Registro (SP), 4 (AE) - O governador de São Paulo, Mário Covas (PSDB), reagiu com naturalidade diante da demissão do ministro do Desenvolvimento, Indústria e Comércio Exterior, Clóvis Carvalho. "Eu não tenho que opinar nada sobre isso. A escolha, mudança e demissão dos ministros cabem ao presidente. São escolhas dele, não minhas", disse Covas, na manhã de hoje em Registro, durante a inauguração de 500 casas populares no Jardim Paulistano.
O governador destacou ainda a importância da independência de decisão dos poderes. "O presidente decide, como eu decido quem devo manter ou demitir. Eu não pergunto ao presidente, como ele não tem que perguntar a mim", desconversou.

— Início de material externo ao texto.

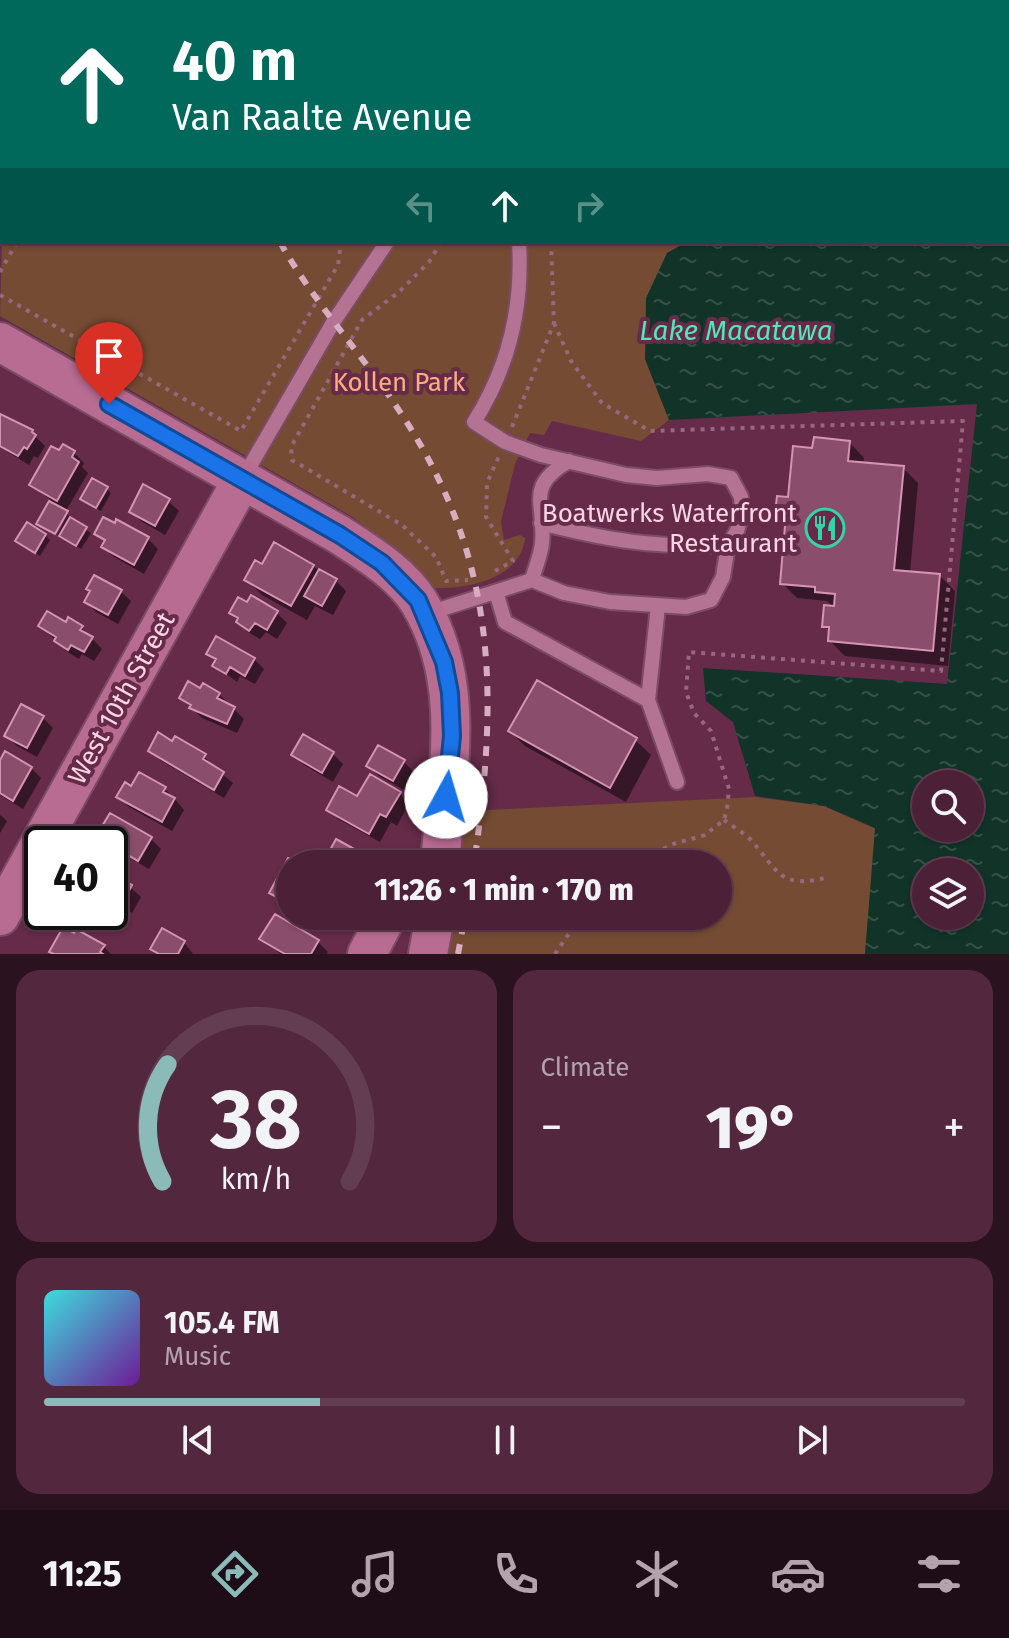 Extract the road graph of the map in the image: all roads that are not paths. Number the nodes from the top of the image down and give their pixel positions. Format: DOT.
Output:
graph roads {
  1 [pos="386,244"];
  2 [pos="519,244"];
  3 [pos="0,342"];
  4 [pos="569,461"];
  5 [pos="242,480"];
  6 [pos="541,523"];
  7 [pos="728,545"];
  8 [pos="532,580"];
  9 [pos="496,592"];
  10 [pos="658,606"];
  11 [pos="424,615"];
  12 [pos="648,700"];
  13 [pos="677,782"];
  14 [pos="441,846"];
  15 [pos="0,916"];
  16 [pos="380,930"];
  17 [pos="432,930"];
  18 [pos="367,954"];
  19 [pos="428,954"];
  1 -- 5 [label="lane"];
  2 -- 4 [label="lane"];
  3 -- 5 [label="street"];
  4 -- 6 [label="lane"];
  4 -- 7 [label="lane"];
  5 -- 11 [label="street"];
  5 -- 15 [label="street, West 10th Street"];
  6 -- 7 [label="lane"];
  6 -- 8 [label="lane"];
  7 -- 10 [label="lane"];
  8 -- 9 [label="lane"];
  8 -- 10 [label="lane"];
  9 -- 11 [label="lane"];
  9 -- 12 [label="lane"];
  10 -- 12 [label="lane"];
  11 -- 14 [label="street"];
  12 -- 13 [label="lane"];
  16 -- 18 [label="street"];
  17 -- 19 [label="street"];
}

Programa - Recebido por lideranças regionais e fogos de artifício, Covas reafirmou seu compromisso de priorizar o desenvolvimento do Vale do Ribeira. Só em Registro, seu governo investiu R$ 37,6 milhões.

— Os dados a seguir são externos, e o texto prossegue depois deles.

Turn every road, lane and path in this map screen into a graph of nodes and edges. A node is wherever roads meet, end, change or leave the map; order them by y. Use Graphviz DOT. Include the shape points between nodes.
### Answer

O conjunto habitacional tem a novidade de destinar 5% das moradias aos idosos com mais de 60 anos. Com bom humor, o governador ressaltou a responsabilidade dos novos moradores conservarem o conjunto habitacional e lançou a campanha de plantio de árvores pela Prefeitura de Registro e o prêmio para quem melhor conservá-las.
"Uma casa dá dignidade às pessoas. Lá moram o pai, a mãe, o filho e a sogra, porque nem tudo é perfeito", brincou ele.
Previdência - O governador também desafiou o pequeno grupo de manifestantes da Associação dos Professores do Estado de São Paulo (Apeoesp). Leu a faixa: "Nem confisco, nem exclusão. Contra a reforma de Covas no Ipesp", e perguntou se alguém tinha idéia do que era aquilo.
"Vocês não têm, né? Pois foi feito para vocês não terem idéia mesmo, mas eu explico. O trabalhador comum paga 10% do seu salário todos os meses para receber até 10 salários na aposentadoria. Com o funcionalismo não é assim: ele paga 6% para receber salário integral", disse. Covas completou que seu governo tem a coragem de propor mudanças e o projeto está na Assembléia.